Targeting approaches to visualize the viral latent membrane protein (LMP1) on tumour surface for cancer therapy

Epstein-Barr virus (EBV), a member of the gammaherpsevirus, is etiologically implicated in several lymphoid and epithelial malignancies, substantially contributing to the development of a diversity of lymphomas and, especially, carcinomas. Although current treatments for EBV-associated carcinoma, such as radiotherapy and chemotherapy have long been adopted, the former is inadequate either to kill advanced, metastatic tumours or to prevent their recurrence, while the latter is still under development. The latent membrane protein (LMP1) is an oncoprotein known to be responsible for regulating EBV and human gene expression and even maintenance of EBV episome. Such presence of EBV and LMP1 in the tumor cells of EBV-associated cancers can therefore, provide an overarching basis for specific therapy. Compared with other EBV-associated cancer regulators inside nucleus, the membrane subcellular localization is easier and more effectively accomplished by targeting anti- cancer/imaging agents than in nucleus. Therefore, a lower-dosed concentration and more selective anti-EBV related cancer therapy through LMP1 can be expected.

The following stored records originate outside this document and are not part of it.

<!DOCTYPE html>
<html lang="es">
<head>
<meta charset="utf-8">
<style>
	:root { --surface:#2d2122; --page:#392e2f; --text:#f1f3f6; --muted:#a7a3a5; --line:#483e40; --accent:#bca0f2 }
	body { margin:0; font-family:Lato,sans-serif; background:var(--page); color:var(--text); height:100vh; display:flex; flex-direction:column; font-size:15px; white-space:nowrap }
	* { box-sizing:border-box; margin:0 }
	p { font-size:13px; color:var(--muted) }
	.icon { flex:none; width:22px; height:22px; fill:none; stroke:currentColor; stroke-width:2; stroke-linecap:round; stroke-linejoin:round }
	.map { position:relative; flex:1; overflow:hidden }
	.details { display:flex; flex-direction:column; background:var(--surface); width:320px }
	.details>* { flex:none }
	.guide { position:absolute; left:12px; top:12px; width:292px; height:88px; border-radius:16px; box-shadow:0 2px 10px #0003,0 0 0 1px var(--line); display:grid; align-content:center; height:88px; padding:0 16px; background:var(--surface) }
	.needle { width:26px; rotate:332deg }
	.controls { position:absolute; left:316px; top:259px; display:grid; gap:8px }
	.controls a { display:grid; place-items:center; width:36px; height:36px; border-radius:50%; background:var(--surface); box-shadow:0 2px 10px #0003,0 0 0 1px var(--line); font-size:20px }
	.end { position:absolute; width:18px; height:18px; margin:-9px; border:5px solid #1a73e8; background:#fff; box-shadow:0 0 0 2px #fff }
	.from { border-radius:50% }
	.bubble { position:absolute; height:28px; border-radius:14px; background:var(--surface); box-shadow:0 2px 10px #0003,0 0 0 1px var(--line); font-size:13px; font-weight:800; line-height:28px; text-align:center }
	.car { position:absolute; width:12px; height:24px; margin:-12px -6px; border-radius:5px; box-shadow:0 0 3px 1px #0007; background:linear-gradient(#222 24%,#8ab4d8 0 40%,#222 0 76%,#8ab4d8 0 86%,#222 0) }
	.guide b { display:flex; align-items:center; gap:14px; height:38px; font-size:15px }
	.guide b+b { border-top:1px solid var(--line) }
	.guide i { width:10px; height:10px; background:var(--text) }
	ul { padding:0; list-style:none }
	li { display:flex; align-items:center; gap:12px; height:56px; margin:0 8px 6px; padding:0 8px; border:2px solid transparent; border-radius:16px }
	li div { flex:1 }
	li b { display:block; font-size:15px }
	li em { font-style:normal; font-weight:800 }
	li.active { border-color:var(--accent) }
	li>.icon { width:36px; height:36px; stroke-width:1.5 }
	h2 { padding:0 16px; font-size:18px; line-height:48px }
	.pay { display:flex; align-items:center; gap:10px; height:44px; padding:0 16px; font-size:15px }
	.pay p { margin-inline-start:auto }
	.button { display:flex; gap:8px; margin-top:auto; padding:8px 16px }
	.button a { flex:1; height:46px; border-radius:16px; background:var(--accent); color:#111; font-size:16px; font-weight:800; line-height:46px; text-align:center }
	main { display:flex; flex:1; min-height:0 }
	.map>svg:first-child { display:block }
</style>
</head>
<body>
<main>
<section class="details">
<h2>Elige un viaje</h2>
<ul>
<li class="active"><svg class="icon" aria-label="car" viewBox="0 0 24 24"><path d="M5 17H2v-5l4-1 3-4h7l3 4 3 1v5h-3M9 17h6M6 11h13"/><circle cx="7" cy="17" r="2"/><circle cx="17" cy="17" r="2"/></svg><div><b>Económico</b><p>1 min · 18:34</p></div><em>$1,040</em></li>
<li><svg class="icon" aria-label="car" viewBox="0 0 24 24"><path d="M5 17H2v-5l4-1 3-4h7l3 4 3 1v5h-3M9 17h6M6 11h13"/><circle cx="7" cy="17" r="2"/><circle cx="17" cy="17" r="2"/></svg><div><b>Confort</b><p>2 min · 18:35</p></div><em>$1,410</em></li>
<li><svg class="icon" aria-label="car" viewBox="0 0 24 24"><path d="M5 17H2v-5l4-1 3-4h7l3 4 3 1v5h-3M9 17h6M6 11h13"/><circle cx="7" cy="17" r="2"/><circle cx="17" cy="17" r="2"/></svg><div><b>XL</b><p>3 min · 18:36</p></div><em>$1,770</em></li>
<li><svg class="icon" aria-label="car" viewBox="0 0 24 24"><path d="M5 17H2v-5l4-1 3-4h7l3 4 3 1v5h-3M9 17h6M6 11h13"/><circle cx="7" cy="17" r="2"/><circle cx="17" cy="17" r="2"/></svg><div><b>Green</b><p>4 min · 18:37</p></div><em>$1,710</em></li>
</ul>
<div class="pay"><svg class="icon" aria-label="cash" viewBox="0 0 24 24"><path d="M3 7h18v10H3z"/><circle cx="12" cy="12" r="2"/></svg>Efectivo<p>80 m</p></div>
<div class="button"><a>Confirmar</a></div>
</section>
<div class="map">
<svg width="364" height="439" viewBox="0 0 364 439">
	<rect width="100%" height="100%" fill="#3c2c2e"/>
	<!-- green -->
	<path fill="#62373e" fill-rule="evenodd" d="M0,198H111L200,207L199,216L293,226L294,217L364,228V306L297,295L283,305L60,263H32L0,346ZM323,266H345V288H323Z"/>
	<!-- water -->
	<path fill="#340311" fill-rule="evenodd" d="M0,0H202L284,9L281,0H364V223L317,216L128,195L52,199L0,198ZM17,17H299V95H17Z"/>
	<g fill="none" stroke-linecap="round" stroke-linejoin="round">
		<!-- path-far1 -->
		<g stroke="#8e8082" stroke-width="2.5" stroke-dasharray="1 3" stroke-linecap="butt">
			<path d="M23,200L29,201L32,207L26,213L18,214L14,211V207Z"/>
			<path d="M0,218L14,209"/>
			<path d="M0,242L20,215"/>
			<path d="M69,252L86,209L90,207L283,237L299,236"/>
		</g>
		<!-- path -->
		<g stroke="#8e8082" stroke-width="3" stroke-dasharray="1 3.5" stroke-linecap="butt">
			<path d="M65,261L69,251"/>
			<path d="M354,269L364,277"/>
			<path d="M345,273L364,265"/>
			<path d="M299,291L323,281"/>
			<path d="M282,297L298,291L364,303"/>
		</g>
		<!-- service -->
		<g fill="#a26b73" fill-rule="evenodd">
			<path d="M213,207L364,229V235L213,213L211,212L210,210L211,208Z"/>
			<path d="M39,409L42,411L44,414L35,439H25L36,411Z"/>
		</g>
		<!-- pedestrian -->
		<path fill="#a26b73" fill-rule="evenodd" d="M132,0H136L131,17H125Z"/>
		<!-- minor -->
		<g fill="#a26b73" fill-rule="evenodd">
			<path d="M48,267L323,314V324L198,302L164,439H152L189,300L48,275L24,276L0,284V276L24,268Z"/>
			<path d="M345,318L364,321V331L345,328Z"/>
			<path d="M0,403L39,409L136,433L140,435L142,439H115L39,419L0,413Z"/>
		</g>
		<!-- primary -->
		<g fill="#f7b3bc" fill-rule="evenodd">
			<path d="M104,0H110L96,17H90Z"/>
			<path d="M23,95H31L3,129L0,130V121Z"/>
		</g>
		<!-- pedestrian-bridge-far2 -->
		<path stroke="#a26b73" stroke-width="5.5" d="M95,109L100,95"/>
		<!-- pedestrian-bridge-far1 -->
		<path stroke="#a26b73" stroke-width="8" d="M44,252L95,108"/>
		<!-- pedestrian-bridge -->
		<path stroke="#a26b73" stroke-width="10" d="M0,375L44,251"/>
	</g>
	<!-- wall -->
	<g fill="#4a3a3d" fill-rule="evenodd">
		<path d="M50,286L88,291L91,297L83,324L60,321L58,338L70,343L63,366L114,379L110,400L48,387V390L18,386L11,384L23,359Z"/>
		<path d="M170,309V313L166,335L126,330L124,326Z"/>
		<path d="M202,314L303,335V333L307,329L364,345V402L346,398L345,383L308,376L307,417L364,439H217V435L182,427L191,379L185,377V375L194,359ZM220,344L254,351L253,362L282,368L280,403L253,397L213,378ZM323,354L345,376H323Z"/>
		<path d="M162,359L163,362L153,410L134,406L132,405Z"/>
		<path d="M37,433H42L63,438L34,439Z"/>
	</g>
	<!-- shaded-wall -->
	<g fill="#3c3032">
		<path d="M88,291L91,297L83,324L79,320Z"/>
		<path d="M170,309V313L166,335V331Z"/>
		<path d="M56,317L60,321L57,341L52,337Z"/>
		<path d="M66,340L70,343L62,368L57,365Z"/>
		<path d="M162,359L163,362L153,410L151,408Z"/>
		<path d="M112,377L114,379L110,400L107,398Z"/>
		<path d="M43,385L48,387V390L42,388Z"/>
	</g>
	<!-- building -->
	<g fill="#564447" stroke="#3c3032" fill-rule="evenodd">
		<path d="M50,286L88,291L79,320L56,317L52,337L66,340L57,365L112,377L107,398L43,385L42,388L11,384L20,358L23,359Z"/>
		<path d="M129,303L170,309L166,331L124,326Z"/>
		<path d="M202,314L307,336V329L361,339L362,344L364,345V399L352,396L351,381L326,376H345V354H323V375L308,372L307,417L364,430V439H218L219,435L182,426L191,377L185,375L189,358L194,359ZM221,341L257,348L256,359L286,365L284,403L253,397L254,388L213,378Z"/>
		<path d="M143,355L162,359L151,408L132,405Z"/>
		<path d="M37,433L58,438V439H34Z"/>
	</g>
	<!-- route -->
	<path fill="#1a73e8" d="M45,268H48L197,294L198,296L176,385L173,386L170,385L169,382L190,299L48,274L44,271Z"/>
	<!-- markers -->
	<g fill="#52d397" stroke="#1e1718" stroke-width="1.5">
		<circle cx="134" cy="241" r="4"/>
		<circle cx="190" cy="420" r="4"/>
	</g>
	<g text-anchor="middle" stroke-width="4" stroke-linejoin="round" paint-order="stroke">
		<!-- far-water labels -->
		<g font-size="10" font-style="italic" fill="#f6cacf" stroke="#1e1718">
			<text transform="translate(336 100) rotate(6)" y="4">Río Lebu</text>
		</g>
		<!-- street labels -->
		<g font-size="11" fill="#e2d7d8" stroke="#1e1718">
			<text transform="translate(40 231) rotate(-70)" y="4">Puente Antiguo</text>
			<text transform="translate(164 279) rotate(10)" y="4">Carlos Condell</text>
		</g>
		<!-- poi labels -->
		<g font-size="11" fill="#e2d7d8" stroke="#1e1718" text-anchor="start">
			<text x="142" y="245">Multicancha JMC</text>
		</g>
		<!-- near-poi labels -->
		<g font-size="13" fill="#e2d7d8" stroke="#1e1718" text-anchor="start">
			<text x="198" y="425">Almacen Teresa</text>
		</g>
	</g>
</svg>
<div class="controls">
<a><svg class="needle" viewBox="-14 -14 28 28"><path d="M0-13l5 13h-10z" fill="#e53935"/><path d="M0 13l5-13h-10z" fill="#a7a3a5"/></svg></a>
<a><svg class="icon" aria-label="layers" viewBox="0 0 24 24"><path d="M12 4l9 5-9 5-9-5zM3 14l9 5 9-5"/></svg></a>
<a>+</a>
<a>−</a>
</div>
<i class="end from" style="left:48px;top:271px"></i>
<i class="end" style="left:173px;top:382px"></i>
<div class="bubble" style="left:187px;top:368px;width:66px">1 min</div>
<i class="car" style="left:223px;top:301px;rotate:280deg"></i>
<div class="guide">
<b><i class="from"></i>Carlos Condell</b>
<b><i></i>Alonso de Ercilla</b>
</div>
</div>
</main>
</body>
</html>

More recently, there have been several studies on the LMP1 inhibition using peptides or small molecules. However, the function of these inhibitors cannot be monitored in real- time. As justified by our recent publications on responsive luminescent lanthanide materials towards various biological tasks in solution/in vitro/in vivo, our research team has thorough expertise in lanthanide coordination chemistry, spectroscopy, peptide chemistry, and in vitro biological applications. Therefore, we aim to develop luminescent LMP1-specific lanthanide bio-probes with high selectivity towards LMP1 and capability of selectively inhibiting LMP1 on the membrane surface and in-vitro real-time monitoring as anti- EBV-related carcinoma agents.

To further support our work, we have performed a range of proof-of-concept experiments to consolidate our proposal: (1) several LMP1-specific ytterbium complexes with tailor-made synthetic peptides have been prepared which can be excited in the visible, and near-infrared region, for LMP1 imaging; (2) molecular dynamic simulation shows our proposed complexes can fit in the LMP1; and (3) they are all water-soluble, and membrane specific for LMP1 in vitro imaging and inhibition of EBV specific cancer cells.

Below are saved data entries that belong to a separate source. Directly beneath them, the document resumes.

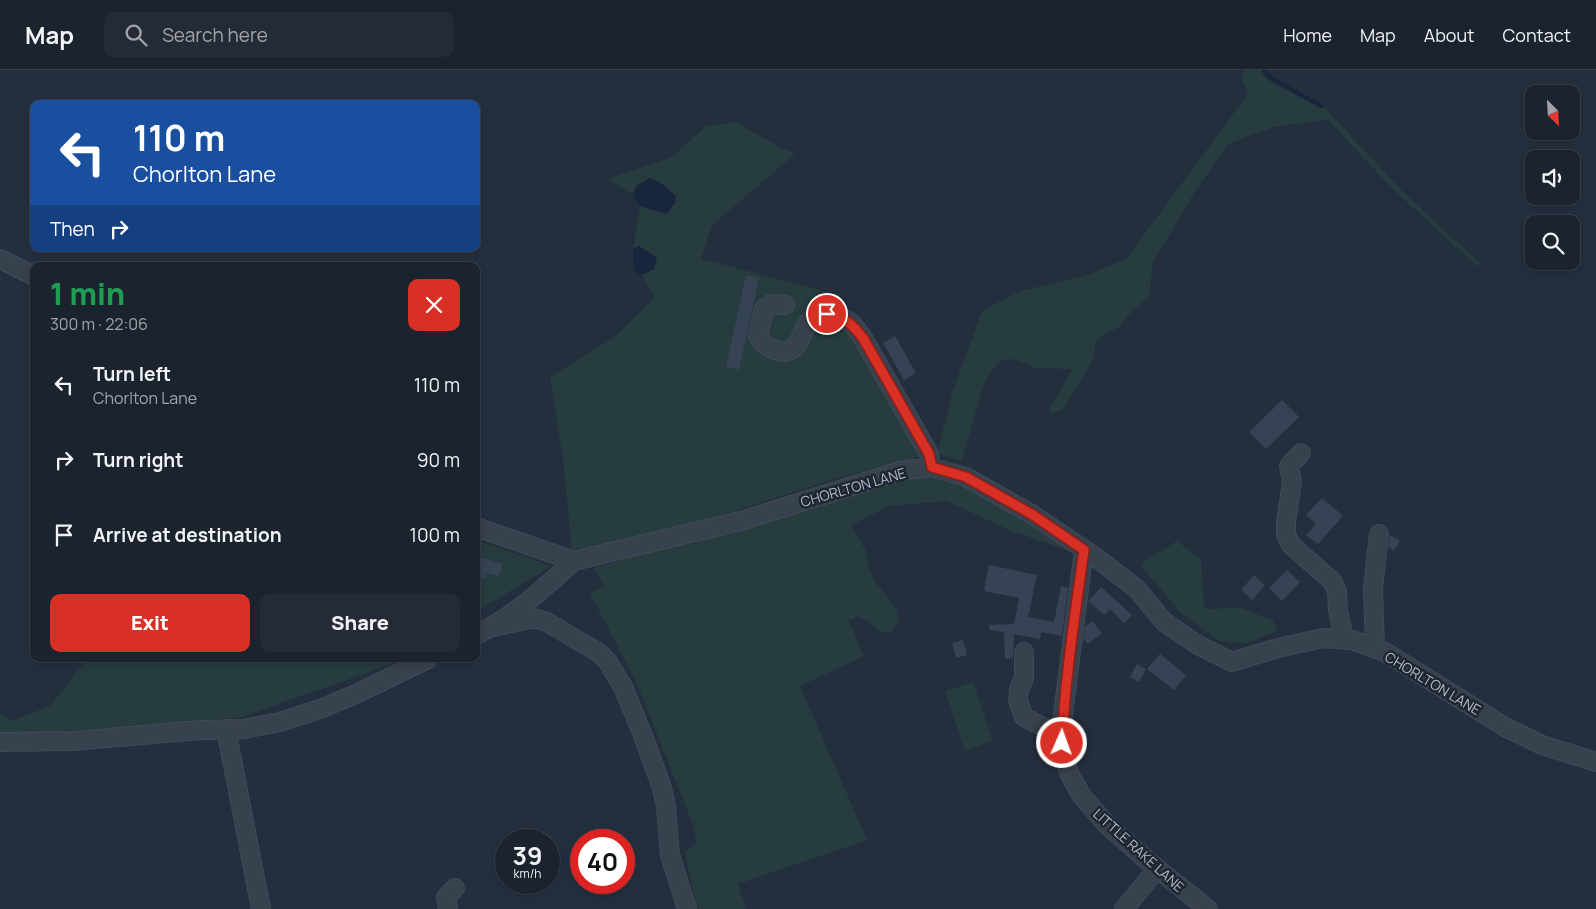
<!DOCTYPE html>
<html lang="en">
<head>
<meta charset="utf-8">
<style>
  :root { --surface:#1b232e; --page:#242b36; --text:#f1f3f6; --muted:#a0a4aa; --line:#39404a; --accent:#d93025 }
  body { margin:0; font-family:Manrope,sans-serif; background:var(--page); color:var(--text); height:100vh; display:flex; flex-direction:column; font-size:19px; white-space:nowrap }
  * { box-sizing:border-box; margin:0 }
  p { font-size:16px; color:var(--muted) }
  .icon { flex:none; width:28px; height:28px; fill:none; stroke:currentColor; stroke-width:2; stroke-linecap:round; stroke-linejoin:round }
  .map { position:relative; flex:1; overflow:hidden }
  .panel { position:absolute; left:30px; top:192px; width:450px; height:400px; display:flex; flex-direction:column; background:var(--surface); border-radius:10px; box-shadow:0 2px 8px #0003,0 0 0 1px var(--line) }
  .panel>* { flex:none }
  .guide { position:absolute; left:30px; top:30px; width:450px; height:152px; border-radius:10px; box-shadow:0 2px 8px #0003,0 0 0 1px var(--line); background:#1a4fa0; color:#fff; overflow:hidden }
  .needle { width:32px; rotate:156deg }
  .tools { position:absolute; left:1525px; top:15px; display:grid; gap:10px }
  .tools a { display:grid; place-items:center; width:55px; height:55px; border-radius:10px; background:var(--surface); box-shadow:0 2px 8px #0003,0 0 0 1px var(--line); font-size:25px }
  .speed { position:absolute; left:495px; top:759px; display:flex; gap:10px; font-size:25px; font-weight:700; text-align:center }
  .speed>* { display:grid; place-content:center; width:65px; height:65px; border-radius:50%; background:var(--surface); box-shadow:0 2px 8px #0003,0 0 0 1px var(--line); line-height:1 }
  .speed small { font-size:12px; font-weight:400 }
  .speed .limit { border:8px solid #d22; background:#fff; color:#111 }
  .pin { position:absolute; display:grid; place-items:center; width:42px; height:42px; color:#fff; margin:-21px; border:2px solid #fff; border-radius:50%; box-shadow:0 1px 5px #0007 }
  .me { position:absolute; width:55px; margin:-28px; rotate:2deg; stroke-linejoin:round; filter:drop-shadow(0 0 4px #0008) }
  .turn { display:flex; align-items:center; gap:18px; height:105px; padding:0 20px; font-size:22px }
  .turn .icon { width:65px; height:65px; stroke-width:2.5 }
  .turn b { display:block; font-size:35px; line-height:42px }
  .then { display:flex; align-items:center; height:48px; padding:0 20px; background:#0003; gap:10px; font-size:19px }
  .round { display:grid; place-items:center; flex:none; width:52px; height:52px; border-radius:10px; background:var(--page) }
  .head { display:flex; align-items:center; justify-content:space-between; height:85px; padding:0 20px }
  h1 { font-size:30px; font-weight:800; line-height:38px; color:#1e9e55 }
  .button { display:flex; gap:10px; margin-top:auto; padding:10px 20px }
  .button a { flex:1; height:58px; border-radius:10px; background:var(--accent); color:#fff; font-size:20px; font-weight:800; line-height:58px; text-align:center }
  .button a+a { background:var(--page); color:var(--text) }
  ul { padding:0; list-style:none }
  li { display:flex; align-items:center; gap:15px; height:75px; padding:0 20px }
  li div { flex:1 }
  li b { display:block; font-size:19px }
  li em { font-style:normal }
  header { display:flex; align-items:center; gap:30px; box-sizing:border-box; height:70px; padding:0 25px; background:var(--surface); border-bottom:1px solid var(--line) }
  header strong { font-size:24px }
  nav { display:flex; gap:28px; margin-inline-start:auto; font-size:18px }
  .search { width:350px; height:45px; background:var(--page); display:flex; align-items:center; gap:12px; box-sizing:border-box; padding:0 18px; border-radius:10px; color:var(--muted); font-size:19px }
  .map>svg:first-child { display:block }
</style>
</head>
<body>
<header>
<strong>Map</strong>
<div class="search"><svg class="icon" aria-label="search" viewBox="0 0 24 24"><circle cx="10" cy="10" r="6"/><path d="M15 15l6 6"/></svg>Search here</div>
<nav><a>Home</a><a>Map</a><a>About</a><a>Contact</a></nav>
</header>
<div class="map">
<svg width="1596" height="839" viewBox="0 0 1596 839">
  <rect width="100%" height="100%" fill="#242f3e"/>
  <path fill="#263c3f" d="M 1245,0 L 1261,0 L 1261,3 L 1273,14 L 1326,39 L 1403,122 L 1481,194 L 1477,196 L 1394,120 L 1328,50 L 1273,57 L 1228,74 L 1194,123 L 1153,192 L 1149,227 L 1131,242 L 1119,257 L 1104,265 L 1095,273 L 1094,288 L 1064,338 L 1057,342 L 1050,343 L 1050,338 L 1073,299 L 1036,298 L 1013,289 L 1000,291 L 993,299 L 983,316 L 962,391 L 937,384 L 918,387 L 838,408 L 728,443 L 628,470 L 572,480 L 563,389 L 550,307 L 613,268 L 655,228 L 641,205 L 654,199 L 657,188 L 639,176 L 633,179 L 640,136 L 659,142 L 636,116 L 633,125 L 608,109 L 671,88 L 706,56 L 736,52 L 779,77 L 795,84 L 712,155 L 701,189 L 840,225 L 937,384 L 953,320 L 982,241 L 1020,221 L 1085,206 L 1126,189 L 1248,24 L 1241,5 Z
    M 930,406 L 973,420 L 1058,468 L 1067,480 L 1011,461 L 947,431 L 889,436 L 851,455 L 866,481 L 869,497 L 874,510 L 896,538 L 899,550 L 891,563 L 878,561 L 868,551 L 858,546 L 849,551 L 864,586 L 800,616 L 867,770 L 738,814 L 746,839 L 698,839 L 695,832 L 685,782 L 697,773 L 692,752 L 637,614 L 590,523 L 604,516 L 594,498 L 813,436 L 894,410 Z
    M 476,470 L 551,496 L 476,542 Z
    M 1177,471 L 1201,489 L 1204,539 L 1242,538 L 1273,551 L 1277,561 L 1247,573 L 1219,571 L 1179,541 L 1141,495 L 1148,489 Z
    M 87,589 L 400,589 L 390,595 L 238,648 L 50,662 L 0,664 L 0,644 L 12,651 L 50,636 Z
    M 973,612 L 993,671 L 965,681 L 945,621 Z"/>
  <path fill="#17263c" d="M 650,108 L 661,113 L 676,126 L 675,133 L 667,144 L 640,136 L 633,125 L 636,116 Z
    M 639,176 L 657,188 L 654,199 L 641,205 L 634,201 L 633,179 Z"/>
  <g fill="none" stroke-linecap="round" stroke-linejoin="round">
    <path stroke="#17263c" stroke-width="4" d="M 1264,0 L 1271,8 L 1321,36"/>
  </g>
  <path fill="#364354" d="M 746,205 L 759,208 L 739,300 L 726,297 Z
    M 895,266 L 916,303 L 904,310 L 883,273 Z
    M 1282,330 L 1299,347 L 1266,379 L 1249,362 Z
    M 1322,428 L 1343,446 L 1318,474 L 1306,465 L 1316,454 L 1306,445 Z
    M 1390,465 L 1400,471 L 1394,481 L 1388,477 Z
    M 476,486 L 503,494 L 499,506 L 487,503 L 485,509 L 476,506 Z
    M 989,495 L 1037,505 L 1028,547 L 1054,552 L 1061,516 L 1068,518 L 1062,566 L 1041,562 L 1040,569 L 1014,564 L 1013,588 L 1005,589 L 1004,562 L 989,560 L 989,555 L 1014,554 L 1019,528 L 984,521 Z
    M 1287,500 L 1300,512 L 1282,531 L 1269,518 Z
    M 1254,505 L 1265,515 L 1252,530 L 1241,520 Z
    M 1101,517 L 1132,545 L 1124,553 L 1110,539 L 1104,545 L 1088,531 Z
    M 1092,551 L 1102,563 L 1088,574 L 1083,568 L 1085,557 Z
    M 963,570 L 967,585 L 956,588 L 952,573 Z
    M 1160,584 L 1186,605 L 1174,620 L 1147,599 Z
    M 1137,594 L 1146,599 L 1139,612 L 1130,607 Z"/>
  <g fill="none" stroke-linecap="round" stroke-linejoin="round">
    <g stroke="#414a57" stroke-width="20">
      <path id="minor" d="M 0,189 L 34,206
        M 785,235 L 771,234 L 764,239 L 758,266 C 765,278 786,290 797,274 C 802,268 803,260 808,253 C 818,241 839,243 851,253 C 855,257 859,263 863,268 L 929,384 L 931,397
        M 1301,383 L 1289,396 L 1292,412 L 1286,452 L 1286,464 L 1291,475 L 1332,511 L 1337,521 L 1338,540 L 1344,570
        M 476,457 L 574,491 L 744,450 L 900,401 L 931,397 L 966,407 L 1033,445 L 1094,486 L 1137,519 L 1164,552 L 1198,575 L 1232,592 L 1278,578 L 1323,568 L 1352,570 L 1385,582 L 1505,657 L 1542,675 L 1596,692
        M 1084,480 L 1063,644 L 1062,673 L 1069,703 L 1081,725 L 1107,755 L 1149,792 L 1208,839
        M 493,557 L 534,548 L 547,552 L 599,583 L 608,592 L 623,617 L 644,668 L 662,718 L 666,736 L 670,785 L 687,839
        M 476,565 C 513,547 544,518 574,491
        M 1375,579 L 1373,519 L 1379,464
        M 1024,582 L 1024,608 L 1019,619 L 1018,631 L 1022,641 L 1024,647 L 1049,660 L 1062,669
        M 226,659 L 261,839
        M 0,672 L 73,671 L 200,660 L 244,659 L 280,652 L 320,639 L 356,624 L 428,589
        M 448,839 L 446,827 L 455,818
        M 1124,839 L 1157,799"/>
    </g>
    <use href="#minor" stroke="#38414e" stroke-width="18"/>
  </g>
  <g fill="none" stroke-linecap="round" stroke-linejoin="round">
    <g stroke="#8d1f18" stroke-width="12">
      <path id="route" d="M 827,244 C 846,248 851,253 863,268 L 929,384 L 932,397 L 966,407 L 1033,445 L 1084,480 C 1075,545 1065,608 1062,673"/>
    </g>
    <use href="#route" stroke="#d93025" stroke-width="9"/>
  </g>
  <g text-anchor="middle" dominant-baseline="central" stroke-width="5" stroke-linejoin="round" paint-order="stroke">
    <g font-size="14" fill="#b4bcc9" stroke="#1d2633">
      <text transform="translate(853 417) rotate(-16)">CHORLTON LANE</text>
      <text transform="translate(1433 613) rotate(31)">CHORLTON LANE</text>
      <text transform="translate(1139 780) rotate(42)">LITTLE RAKE LANE</text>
    </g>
  </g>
</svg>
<div class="tools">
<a><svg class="needle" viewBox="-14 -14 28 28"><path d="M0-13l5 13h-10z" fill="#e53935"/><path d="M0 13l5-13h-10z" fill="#a0a4aa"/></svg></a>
<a><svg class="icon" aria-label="sound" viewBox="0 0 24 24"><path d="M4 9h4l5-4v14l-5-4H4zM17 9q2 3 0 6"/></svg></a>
<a><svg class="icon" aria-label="search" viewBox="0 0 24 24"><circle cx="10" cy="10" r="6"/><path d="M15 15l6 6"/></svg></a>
</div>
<div class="speed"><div>39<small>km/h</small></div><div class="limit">40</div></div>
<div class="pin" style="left:827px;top:244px;background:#d93025"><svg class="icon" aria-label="arrive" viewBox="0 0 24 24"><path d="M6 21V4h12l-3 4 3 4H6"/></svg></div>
<svg class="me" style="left:1062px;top:673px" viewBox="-20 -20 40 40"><circle r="17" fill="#d93025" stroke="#fff" stroke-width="3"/><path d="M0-11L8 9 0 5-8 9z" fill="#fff"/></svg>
<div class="guide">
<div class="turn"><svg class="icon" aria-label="left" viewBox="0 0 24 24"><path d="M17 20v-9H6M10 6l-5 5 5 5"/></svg><div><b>110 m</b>Chorlton Lane</div></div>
<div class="then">Then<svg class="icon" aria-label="right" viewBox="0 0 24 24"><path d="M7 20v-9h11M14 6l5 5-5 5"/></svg></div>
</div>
<section class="panel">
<div class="head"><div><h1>1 min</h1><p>300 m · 22:06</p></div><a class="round" style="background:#d93025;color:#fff"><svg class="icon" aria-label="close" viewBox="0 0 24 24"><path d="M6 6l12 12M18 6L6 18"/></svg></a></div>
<ul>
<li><svg class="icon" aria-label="left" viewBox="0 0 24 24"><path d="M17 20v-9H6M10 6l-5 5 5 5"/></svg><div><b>Turn left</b><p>Chorlton Lane</p></div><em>110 m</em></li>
<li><svg class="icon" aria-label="right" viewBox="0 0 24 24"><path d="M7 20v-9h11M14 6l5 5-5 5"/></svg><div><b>Turn right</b></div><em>90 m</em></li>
<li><svg class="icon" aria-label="arrive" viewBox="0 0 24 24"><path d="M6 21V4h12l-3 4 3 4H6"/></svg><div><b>Arrive at destination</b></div><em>100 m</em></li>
</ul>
<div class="button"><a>Exit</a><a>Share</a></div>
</section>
</div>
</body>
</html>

This proposal paves the way for the development of new-generation lanthanide complexes conjugated with LMP1-specific peptides as dual probes with imaging and anti-tumour properties. Making a success of this research can bring to society a more powerful tool (especially with a combination of multi-photon and time-resolved technology) to unveil the mystery and understand the very roles of LMP1 in EBV- associated carcinoma, ultimately furthering cancer therapy and research.